The problem: All entries are to be reproduced exactly; the pictures are to be omitted.

Data for this task:
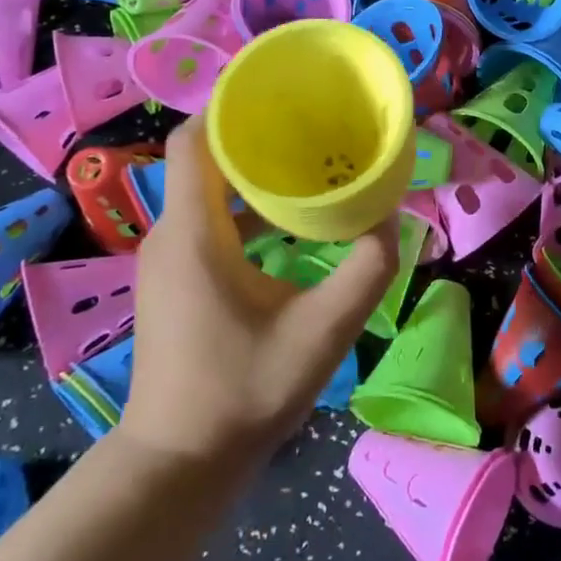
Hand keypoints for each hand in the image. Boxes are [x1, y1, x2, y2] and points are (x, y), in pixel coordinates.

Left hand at [115, 120, 399, 467]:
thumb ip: (366, 272)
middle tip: (311, 124)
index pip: (192, 139)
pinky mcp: (175, 279)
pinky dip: (243, 205)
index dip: (229, 106)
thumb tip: (391, 219)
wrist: (177, 466)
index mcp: (194, 233)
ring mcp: (168, 259)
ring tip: (307, 163)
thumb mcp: (322, 333)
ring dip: (251, 172)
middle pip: (204, 157)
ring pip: (205, 189)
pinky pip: (206, 218)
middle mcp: (171, 234)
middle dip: (254, 134)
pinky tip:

Exercise response:
Hand keypoints for each hand in the image. Boxes are [x1, y1, x2, y2] and points are (x, y), in pixel coordinates.

Left hand at [115, 120, 399, 467]:
thumb ip: (366, 272)
middle tip: (311, 124)
index pip: (192, 139)
pinky mcp: (175, 279)
pinky dip: (243, 205)
index dip: (229, 106)
thumb tip: (391, 219)
wrist: (177, 466)
index mcp: (194, 233)
ring mcp: (168, 259)
ring tip: (307, 163)
thumb mcp: (322, 333)
ring dip: (251, 172)
middle pip: (204, 157)
ring pip: (205, 189)
pinky pip: (206, 218)
middle mcp: (171, 234)
middle dip: (254, 134)
pinky tip:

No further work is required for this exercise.